China economy improving, policy flexible: central bank

BEIJING Thu Nov 8, 2012 5:08am EST

An employee works at the Beiqi E150EV car assembly line of Beijing Electric Vehicle Company, in Beijing November 7, 2012. REUTERS/Jason Lee

An employee works at the Beiqi E150EV car assembly line of Beijing Electric Vehicle Company, in Beijing November 7, 2012.

Credit: Reuters/Jason Lee

BEIJING (Reuters) - China's economy is showing signs of improvement and monetary policy settings will ensure continuity and flexibility into 2013, central bank governor Zhou Xiaochuan said on Thursday.

Zhou was speaking to reporters on the sidelines of China's Communist Party congress which is meeting to choose new leaders against a backdrop of recovery from the country's weakest period of growth since the 2008-09 global financial crisis.

"October data is showing signs of improving. The trend of the domestic economy is evolving in a good direction. We will keep continuity and flexibility in next year's policy," Zhou, governor of the People's Bank of China (PBOC), said.

China's recovery likely strengthened in October and data due on Friday could cement investor expectations of a burgeoning rebound.

Fixed asset investment and industrial production growth are the key numbers to watch in Friday's flurry of releases - which also include consumer and producer price inflation as well as retail sales - as they are barometers of both domestic activity and output from China's export-oriented factory sector.

The consensus view among economists is that a seven-quarter long cyclical downturn in China's growth ended in Q3, when it dipped to 7.4 percent year-on-year. A tepid rebound to 7.7 percent is anticipated in Q4 and full-year growth remains on course for its slowest year since 1999.

Doubts linger meanwhile about the reliability of external demand - exports were worth about 31 percent of Chinese GDP in 2011, according to the World Bank, with the external sector supporting an estimated 200 million jobs - despite a pair of manufacturing sector surveys on November 1 that signaled the economy began to perk up last month.

EXTERNAL RISKS

Zhou said that external risks still loomed large, but that the central bank was ready to respond if necessary.

"There is still room for adjusting the domestic policy based on our research an observation. There are big uncertainties in the impact from the outside. We cannot be entirely sure about where (the global economy) is heading," he said.

The central bank has been fine tuning policy for around a year to help underpin growth in the world's second-biggest economy.

The People's Bank of China cut benchmark interest rates in June and July with accompanying steps to give banks more freedom in setting borrowing costs and has lowered reserve ratios for commercial lenders three times since late 2011, freeing an estimated 1.2 trillion yuan ($193 billion) for new lending.

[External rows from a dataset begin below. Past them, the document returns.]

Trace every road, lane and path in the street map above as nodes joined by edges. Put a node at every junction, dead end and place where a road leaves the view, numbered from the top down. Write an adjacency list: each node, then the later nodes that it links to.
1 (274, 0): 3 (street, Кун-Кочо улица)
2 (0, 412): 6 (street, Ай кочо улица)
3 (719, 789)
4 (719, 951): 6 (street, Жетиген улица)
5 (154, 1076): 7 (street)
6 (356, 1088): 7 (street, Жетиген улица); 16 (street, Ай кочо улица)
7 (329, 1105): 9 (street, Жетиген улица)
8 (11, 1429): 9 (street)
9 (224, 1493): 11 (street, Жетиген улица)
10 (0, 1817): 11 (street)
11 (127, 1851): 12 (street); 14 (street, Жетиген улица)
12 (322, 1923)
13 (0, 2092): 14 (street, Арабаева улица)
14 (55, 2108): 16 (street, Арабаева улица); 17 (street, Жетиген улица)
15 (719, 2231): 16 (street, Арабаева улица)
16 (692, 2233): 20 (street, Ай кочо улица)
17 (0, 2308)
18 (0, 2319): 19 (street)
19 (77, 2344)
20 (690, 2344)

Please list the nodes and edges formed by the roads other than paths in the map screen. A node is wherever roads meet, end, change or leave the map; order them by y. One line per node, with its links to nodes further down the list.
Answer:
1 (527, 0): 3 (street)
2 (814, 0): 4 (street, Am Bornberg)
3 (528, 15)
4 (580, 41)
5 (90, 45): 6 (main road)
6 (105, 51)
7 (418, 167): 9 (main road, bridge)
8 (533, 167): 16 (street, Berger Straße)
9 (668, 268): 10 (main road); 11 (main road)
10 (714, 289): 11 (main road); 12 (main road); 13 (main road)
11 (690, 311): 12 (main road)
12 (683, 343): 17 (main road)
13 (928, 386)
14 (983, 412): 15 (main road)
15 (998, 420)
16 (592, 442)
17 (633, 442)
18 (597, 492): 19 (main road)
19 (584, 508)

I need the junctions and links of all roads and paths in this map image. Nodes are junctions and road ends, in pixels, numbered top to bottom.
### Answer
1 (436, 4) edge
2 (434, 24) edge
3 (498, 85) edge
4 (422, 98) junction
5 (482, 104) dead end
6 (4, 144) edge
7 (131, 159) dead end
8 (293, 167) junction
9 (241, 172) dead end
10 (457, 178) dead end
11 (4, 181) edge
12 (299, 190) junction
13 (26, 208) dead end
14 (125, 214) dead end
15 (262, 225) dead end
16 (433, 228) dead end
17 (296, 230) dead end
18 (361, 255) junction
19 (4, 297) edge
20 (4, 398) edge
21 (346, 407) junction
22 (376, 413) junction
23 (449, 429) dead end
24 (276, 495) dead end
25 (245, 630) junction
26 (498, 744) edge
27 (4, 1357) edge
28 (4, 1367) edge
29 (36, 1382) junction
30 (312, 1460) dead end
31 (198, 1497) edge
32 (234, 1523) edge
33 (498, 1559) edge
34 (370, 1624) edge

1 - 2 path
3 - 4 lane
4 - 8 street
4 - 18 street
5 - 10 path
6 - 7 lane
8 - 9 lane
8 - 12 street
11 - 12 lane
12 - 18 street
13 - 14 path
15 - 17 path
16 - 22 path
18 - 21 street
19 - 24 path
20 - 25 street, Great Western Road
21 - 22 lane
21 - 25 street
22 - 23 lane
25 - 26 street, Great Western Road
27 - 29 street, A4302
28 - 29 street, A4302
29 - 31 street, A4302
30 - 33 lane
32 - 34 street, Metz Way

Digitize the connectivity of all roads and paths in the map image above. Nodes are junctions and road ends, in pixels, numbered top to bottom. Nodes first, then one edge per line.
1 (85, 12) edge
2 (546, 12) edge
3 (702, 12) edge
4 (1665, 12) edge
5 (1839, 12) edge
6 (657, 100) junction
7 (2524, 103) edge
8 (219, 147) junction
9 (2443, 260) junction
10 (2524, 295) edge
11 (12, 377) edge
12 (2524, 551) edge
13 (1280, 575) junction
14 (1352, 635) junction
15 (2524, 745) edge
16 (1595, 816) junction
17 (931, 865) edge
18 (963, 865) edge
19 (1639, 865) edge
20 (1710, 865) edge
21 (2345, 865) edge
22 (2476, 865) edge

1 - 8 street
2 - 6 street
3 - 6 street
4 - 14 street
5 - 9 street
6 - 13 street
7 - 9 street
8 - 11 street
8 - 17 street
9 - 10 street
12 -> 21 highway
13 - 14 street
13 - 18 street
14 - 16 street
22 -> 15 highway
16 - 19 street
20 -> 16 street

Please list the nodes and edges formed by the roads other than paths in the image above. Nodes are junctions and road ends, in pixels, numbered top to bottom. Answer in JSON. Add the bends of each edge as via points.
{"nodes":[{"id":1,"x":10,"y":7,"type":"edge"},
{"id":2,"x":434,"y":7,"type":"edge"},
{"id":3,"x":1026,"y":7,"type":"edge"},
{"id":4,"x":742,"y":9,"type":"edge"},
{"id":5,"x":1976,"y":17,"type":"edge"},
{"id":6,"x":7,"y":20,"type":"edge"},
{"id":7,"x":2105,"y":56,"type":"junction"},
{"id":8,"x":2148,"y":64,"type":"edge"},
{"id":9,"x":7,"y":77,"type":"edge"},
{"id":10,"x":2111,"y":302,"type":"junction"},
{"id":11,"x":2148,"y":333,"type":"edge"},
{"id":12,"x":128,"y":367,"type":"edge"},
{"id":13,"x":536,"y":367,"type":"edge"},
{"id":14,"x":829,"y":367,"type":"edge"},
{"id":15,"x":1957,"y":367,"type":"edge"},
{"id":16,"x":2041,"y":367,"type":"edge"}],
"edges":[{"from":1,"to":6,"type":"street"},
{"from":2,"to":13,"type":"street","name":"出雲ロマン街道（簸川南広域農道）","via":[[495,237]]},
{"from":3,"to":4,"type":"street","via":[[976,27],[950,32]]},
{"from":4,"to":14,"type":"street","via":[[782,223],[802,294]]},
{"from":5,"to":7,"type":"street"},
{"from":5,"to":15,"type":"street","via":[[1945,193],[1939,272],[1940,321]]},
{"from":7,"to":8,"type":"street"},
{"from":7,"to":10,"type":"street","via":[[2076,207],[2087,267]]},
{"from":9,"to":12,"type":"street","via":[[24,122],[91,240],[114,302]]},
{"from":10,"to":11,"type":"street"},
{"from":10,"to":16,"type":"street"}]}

Tame inflation - consumer prices in October are forecast to have risen 1.9 percent from a year ago versus a government target of 4 percent - implies scope to further cut rates, though most recently the PBOC has relied on large-scale injections via open market operations to ensure financial system liquidity.

Zhou's comments follow those of China's outgoing party chief, President Hu Jintao - almost certain to be succeeded by Vice President Xi Jinping - who said in an earlier speech to the congress that China would stick to policies fostering sustainable, long-term economic development with the aim of doubling GDP over the 10 years to 2020.